Return the records exactly as they stand, and keep the pictures out of the copy.
[Opening DATA EXTRACTS section]
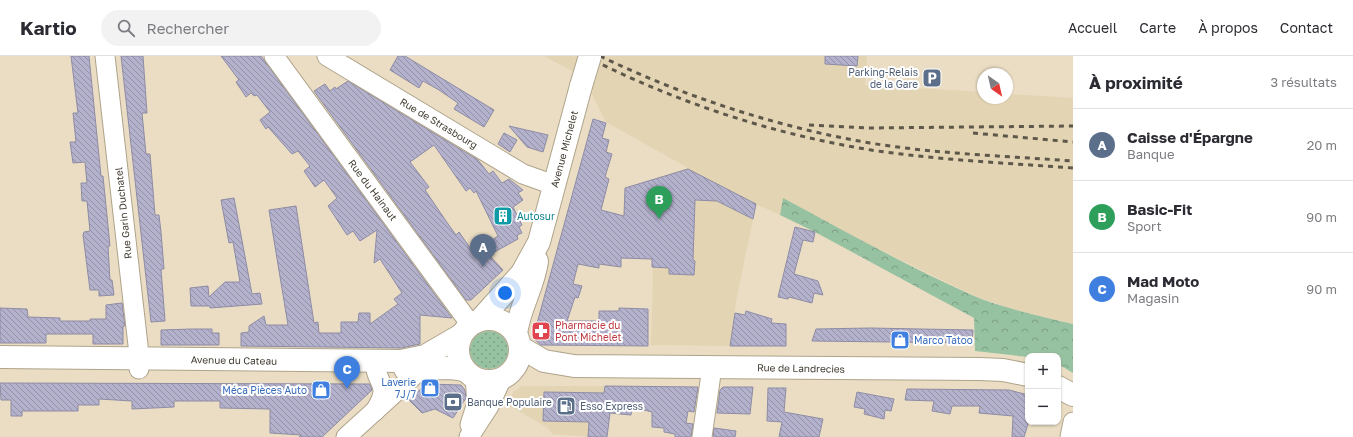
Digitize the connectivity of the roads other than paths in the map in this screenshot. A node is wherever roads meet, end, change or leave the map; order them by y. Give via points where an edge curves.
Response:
1 (105, 56) edge
2 (274, 56) edge
3 (327, 56) edge
4 (590, 56) edge
5 (554, 185) junction
6 (539, 242) junction
7 (471, 327) junction
8 (518, 341) junction
9 (0, 357) edge
10 (138, 364) junction
11 (375, 365) junction
12 (574, 366) junction
13 (712, 367) junction
14 (0, 368) edge
15 (421, 369) junction
16 (470, 374) junction
17 (1025, 374) edge
18 (505, 376) junction
19 (1061, 389) edge
20 (1073, 395) edge
21 (375, 411) junction
22 (1073, 422) edge
23 (346, 437) edge
24 (468, 437) edge
25 (702, 437) edge
26 (1070, 437) edge

1 - 10 street, Rue Garin Duchatel
2 - 7 street, Rue du Hainaut via 462,310
3 - 5 street, Rue de Strasbourg via 523,174
4 - 5 main road, Avenue Michelet, bridge
5 - 6 main road, Avenue Michelet
6 - 7 main road, Avenue Michelet via 522,273
6 - 8 main road, Avenue Michelet via 535,273 520,314
7 - 8 main road via 493,319 500,321 511,327
7 - 11 main road, Avenue du Cateau via 441,349 418,358
7 - 16 main road via 458,346 458,354
8 - 12 main road, Rue de Landrecies via 529,354 544,361
8 - 18 main road via 517,364
9 - 10 main road, Avenue du Cateau
10 - 11 main road, Avenue du Cateau
10 - 14 main road, Avenue du Cateau
11 - 15 main road, Avenue du Cateau
11 - 21 street via 383,392
12 - 13 main road, Rue de Landrecies
12 - 18 main road, Rue de Landrecies
13 - 17 main road, Rue de Landrecies via 1003,370
13 - 25 street
15 - 16 main road, Avenue du Cateau via 451,368
15 - 21 street
16 - 18 main road via 490,381
16 - 24 street via 476,403
18 - 24 street via 490,406
19 - 20 main road
21 - 23 street
22 - 26 street

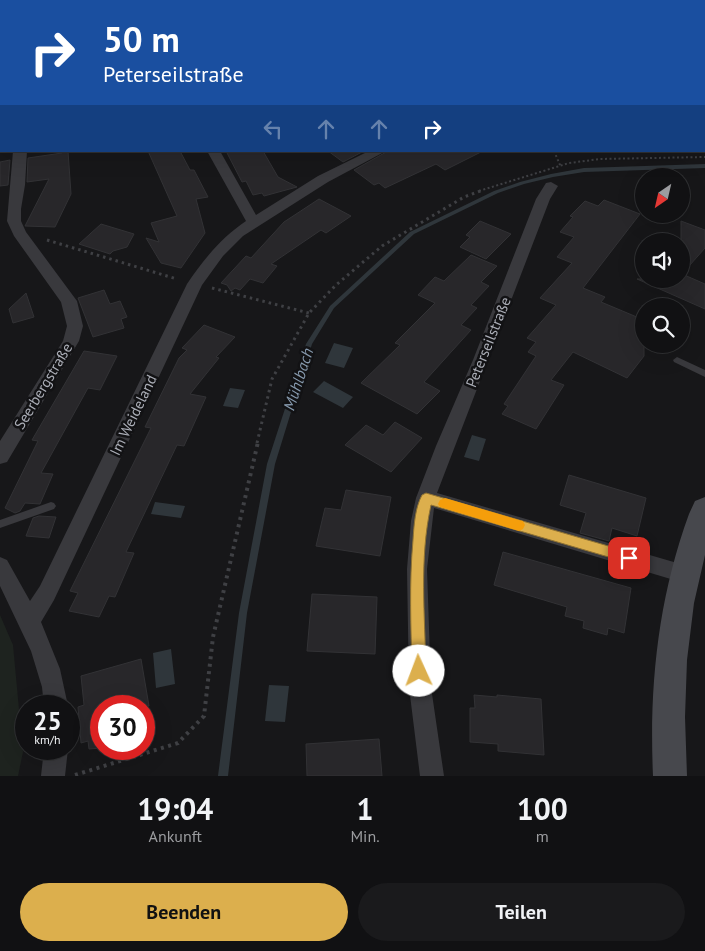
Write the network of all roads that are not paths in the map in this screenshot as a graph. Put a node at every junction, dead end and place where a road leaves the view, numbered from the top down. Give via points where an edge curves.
[Closing DATA EXTRACTS section]
» REPLY TO THE EXERCISE:
Digitize the connectivity of the roads other than paths in the map in this screenshot. A node is wherever roads meet, end, change or leave the map; order them by y. Give via points where an edge curves.
Response:
1 (105, 56) edge
2 (274, 56) edge
3 (327, 56) edge
4 (590, 56) edge
5 (554, 185) junction
6 (539, 242) junction
7 (471, 327) junction
8 (518, 341) junction
9 (0, 357) edge
10 (138, 364) junction
11 (375, 365) junction
12 (574, 366) junction
13 (712, 367) junction
14 (0, 368) edge
15 (421, 369) junction
16 (470, 374) junction
17 (1025, 374) edge
18 (505, 376) junction
19 (1061, 389) edge
20 (1073, 395) edge
21 (375, 411) junction
22 (1073, 422) edge
23 (346, 437) edge
24 (468, 437) edge
25 (702, 437) edge
26 (1070, 437) edge

1 - 10 street, Rue Garin Duchatel
2 - 7 street, Rue du Hainaut via 462,310
3 - 5 street, Rue de Strasbourg via 523,174
4 - 5 main road, Avenue Michelet, bridge
5 - 6 main road, Avenue Michelet
6 - 7 main road, Avenue Michelet via 522,273
6 - 8 main road, Avenue Michelet via 535,273 520,314
7 - 8 main road via 493,319 500,321 511,327
7 - 11 main road, Avenue du Cateau via 441,349 418,358
7 - 16 main road via 458,346 458,354
8 - 12 main road, Rue de Landrecies via 529,354 544,361
8 - 18 main road via 517,364
9 - 10 main road, Avenue du Cateau
10 - 11 main road, Avenue du Cateau
10 - 14 main road, Avenue du Cateau
11 - 15 main road, Avenue du Cateau
11 - 21 street via 383,392
12 - 13 main road, Rue de Landrecies
12 - 18 main road, Rue de Landrecies
13 - 17 main road, Rue de Landrecies via 1003,370
13 - 25 street
15 - 16 main road, Avenue du Cateau via 451,368
15 - 21 street
16 - 18 main road via 490,381
16 - 24 street via 476,403
18 - 24 street via 490,406
19 - 20 main road
21 - 23 street
22 - 26 street

Write the network of all roads that are not paths in the map in this screenshot as a graph. Put a node at every junction, dead end and place where a road leaves the view, numbered from the top down. Give via points where an edge curves.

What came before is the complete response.